Below we are going to take a look at exactly how sugar is harming your health so that you can start making a positive change today.
Obesity and Diabetes
The connection between sugar and obesity is well-established and is backed by numerous studies. Experts have found a strong correlation between high sugar consumption and excessive weight gain.
Processed foods that contain high-fructose corn syrup or other sweeteners are readily metabolized by the liver and stored as fat. This, in turn, raises the risk of developing Type 2 diabetes.
High sugar consumption is also linked to insulin resistance. This is the hormone that is responsible for our body’s absorption of glucose. High blood sugar levels can cause a variety of symptoms including tiredness, increased thirst, blurred vision, and unintentional weight loss.
Sugar may taste like a treat, but it doesn’t end up that way in your gut. It’s a primary cause of bloating and reduces beneficial bacteria which helps keep everything working correctly.
In fact, consuming sugar and other foods that harm gut health can cause a variety of harmful issues. This includes leaky gut syndrome where bacteria and toxins can enter the bloodstream from your intestinal lining.
Research has shown that sugar may have detrimental effects on brain health, particularly cognitive function. Consuming high levels regularly has been shown to impair memory and learning abilities, and may even contribute to the development of neurodegenerative diseases such as Alzheimer’s.
Additionally, a diet high in sugar has been found to impact mood and mental health, with studies linking it to an increased risk of anxiety, depression, and other disorders. You may have noticed this when you experience a “sugar crash” and feel unsettled and moody until you eat again.
Sugary foods are not only responsible for cognitive loss but are also implicated in the development of heart disease. Consuming high quantities adversely affects blood lipids, leading to elevated levels of bad cholesterol and triglycerides.
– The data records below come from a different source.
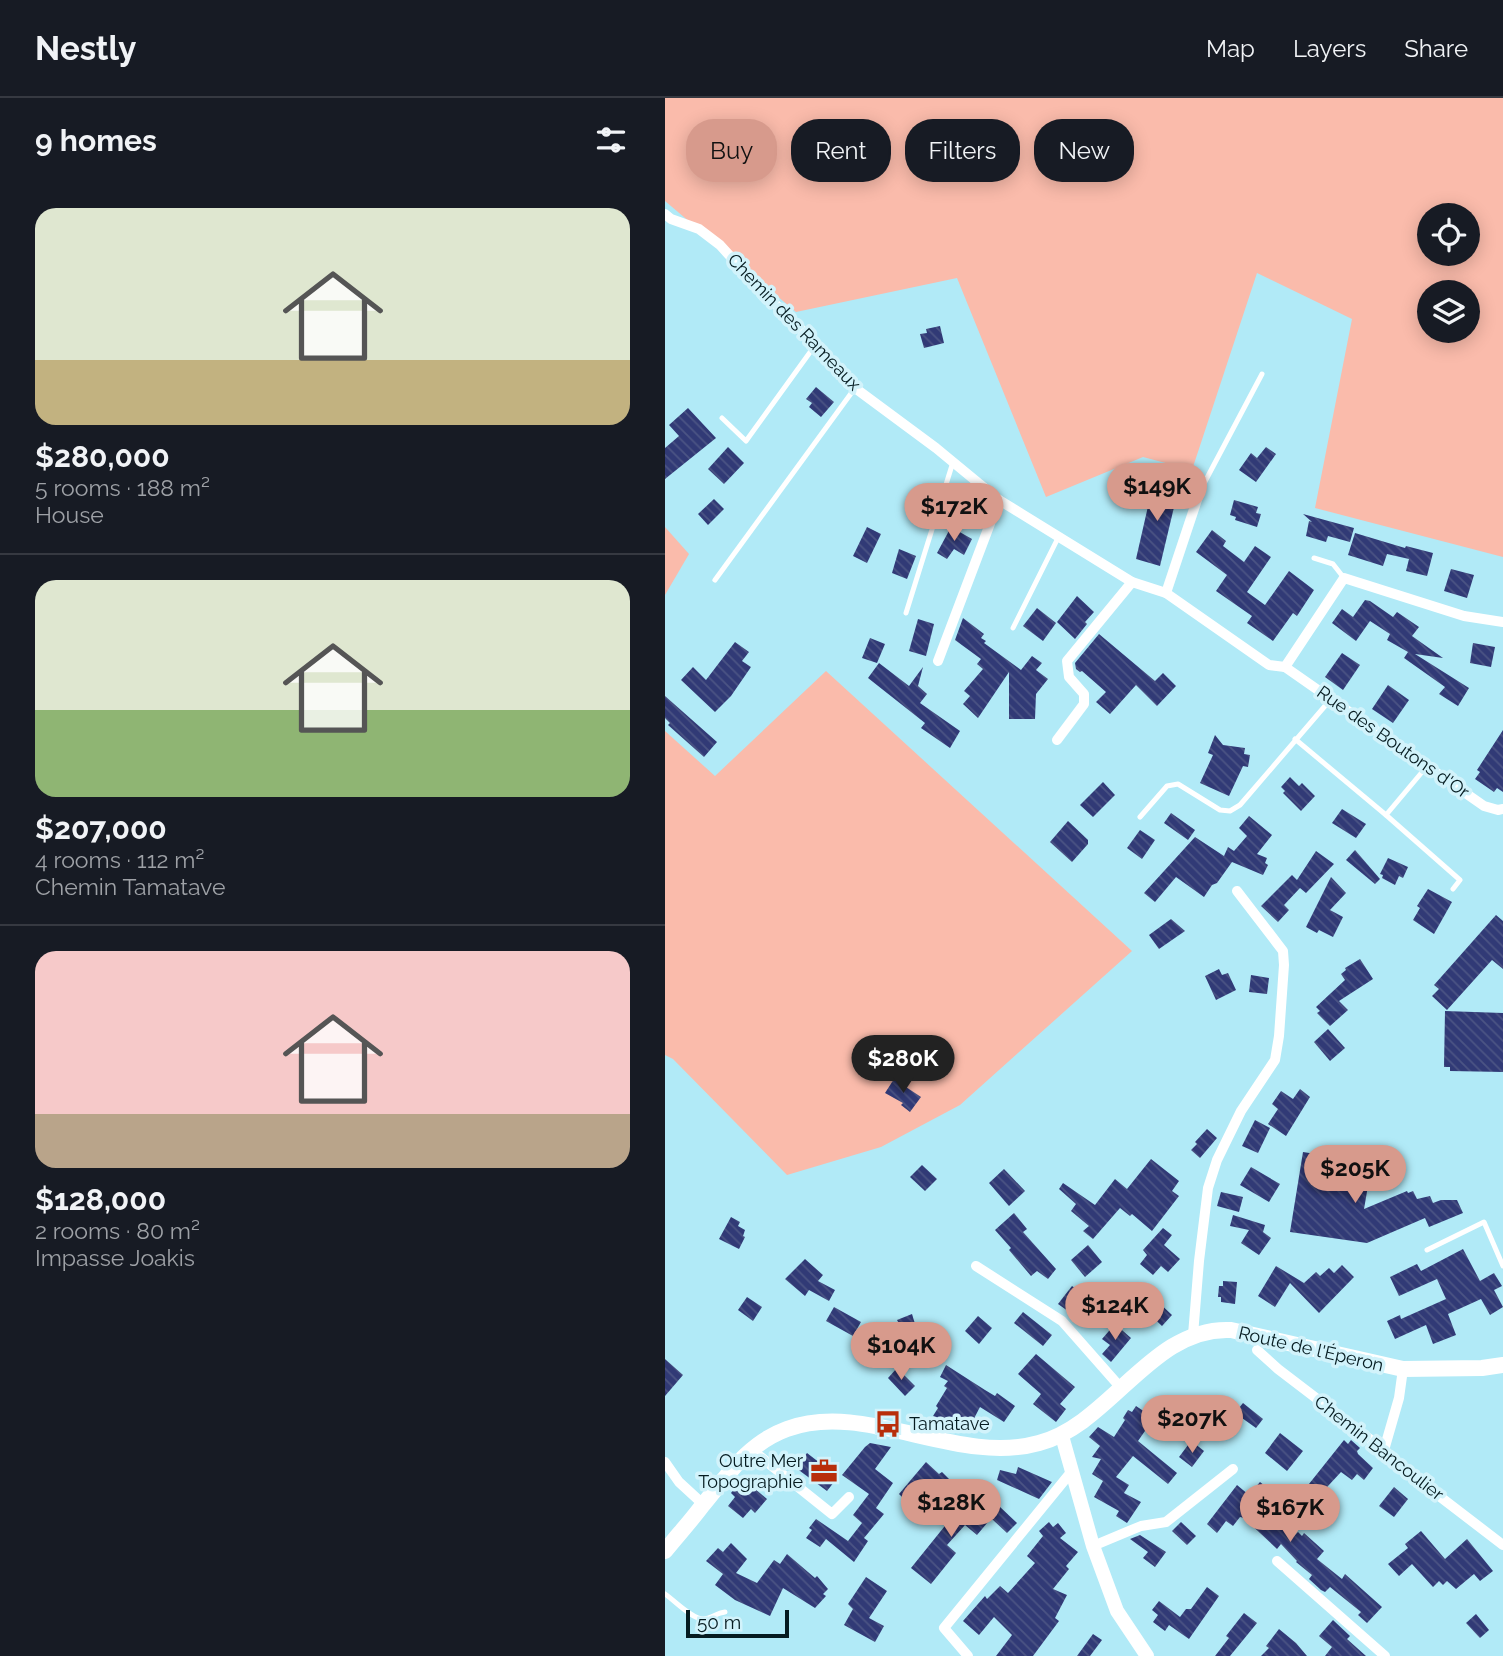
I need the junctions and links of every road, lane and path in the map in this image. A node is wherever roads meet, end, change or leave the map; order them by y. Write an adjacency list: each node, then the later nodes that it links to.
1 (665, 214): 2 (street, Chemin des Rameaux)
2 (816, 344): 4 (street, Chemin des Rameaux); 5 (lane)
3 (1262, 373): 7 (lane)
4 (855, 388): 6 (street, Chemin des Rameaux); 12 (lane)
5 (722, 418)
6 (953, 462): 8 (street, Chemin des Rameaux); 15 (lane)
7 (1200, 491): 14 (street)
8 (999, 500): 9 (street, Chemin des Rameaux); 18 (street)
9 (1059, 536): 13 (street, Chemin des Rameaux); 17 (lane)
10 (1314, 558): 11 (lane)
11 (1344, 579): 16 (street); 19 (street)
12 (715, 580)
13 (1132, 582): 14 (street, Chemin des Rameaux); 22 (street)
14 (1166, 593): 19 (street, Rue des Boutons d'Or)
15 (906, 613)
16 (1503, 622)
17 (1013, 628)
18 (938, 661)
19 (1286, 667): 20 (street, Rue des Boutons d'Or)
20 (1331, 699): 21 (lane); 23 (street, Rue des Boutons d'Or)
21 (1295, 739): 25 (lane); 26 (lane)
22 (1057, 740)
23 (1428, 765): 24 (street, Rue des Boutons d'Or); 25 (lane)
24 (1503, 809)
25 (1386, 816): 27 (lane)
26 (1140, 817)
27 (1453, 889)
28 (1237, 891): 32 (street)
29 (1427, 1250): 31 (lane)
30 (976, 1266): 36 (street)
31 (1503, 1266)
32 (1193, 1335): 35 (main road, Route de l'Éperon); 36 (main road, Route de l'Éperon)
33 (1257, 1350): 38 (street, Chemin Bancoulier)
34 (1503, 1364): 35 (main road, Route de l'Éperon)
35 (1403, 1369): 38 (street)
36 (1121, 1388): 37 (main road, Route de l'Éperon)
37 (1062, 1436): 39 (main road, Route de l'Éperon); 42 (street)
38 (1384, 1450): 45 (street, Chemin Bancoulier)
39 (752, 1451): 43 (street); 44 (main road, Route de l'Éperon)
40 (665, 1462): 44 (street)
41 (1233, 1469): 46 (street)
42 (1072, 1471): 46 (street); 51 (street)
43 (849, 1497)
44 (703, 1505): 47 (main road, Route de l'Éperon)
45 (1503, 1545)
46 (1093, 1546): 52 (street)
47 (665, 1551)
48 (1277, 1561): 53 (street)
49 (665, 1594): 50 (lane)
50 (725, 1612)
51 (968, 1656)
52 (1147, 1656)
53 (1385, 1656)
One recent study by BMC medicine shows that those who take most of their energy from sugar are at a 6% higher risk of heart disease and a 10% higher risk of stroke. This study did not include naturally occurring sugars found in fruits but focused on those located in artificial products.
When sugar is consumed, it attaches to proteins in the bloodstream, forming harmful free radicals. These advanced glycation end products (known as AGEs) can accelerate the aging process by damaging skin collagen and elastin which leads to sagging and wrinkles.
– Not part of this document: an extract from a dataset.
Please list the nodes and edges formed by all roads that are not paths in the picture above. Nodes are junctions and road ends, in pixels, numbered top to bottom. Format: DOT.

Additionally, high sugar levels in the blood can increase inflammation throughout the body, further contributing to the aging process. The more you eat, the more harm can be done, which is why it’s extremely important to select healthy recipes and make wiser food choices.
One of the lesser-known facts about sugar is its connection to cancer. Cancer cells are known to utilize glucose to fuel their growth. In short, consumption contributes to favorable conditions for cells to thrive.
Furthermore, studies have shown that elevated insulin levels have been linked to an increased risk of breast, endometrial, and colorectal cancers. All the more reason to watch what you eat.
The damaging effects of sweet treats are not limited to our internal systems. Poor dental health is another significant side effect and one that can be extremely uncomfortable.
Drinks, such as coffee, tea, and fizzy beverages (often favored by busy people), contribute to the formation of dental plaque and cavity-causing bacteria. They produce acid in response to sugar, which then erodes the tooth enamel, eventually leading to decay and even gum disease.
Of course, regular brushing and maintaining your oral health can combat this, but many aren’t doing this correctly. Improper brushing and flossing will cause any hidden food to be left behind.
The adverse effects of sugar on our health are extensive. We must become informed consumers and be mindful of the sugar that sneaks into our diet. By reducing our intake we can lower the risk of developing diseases and all live healthier lives.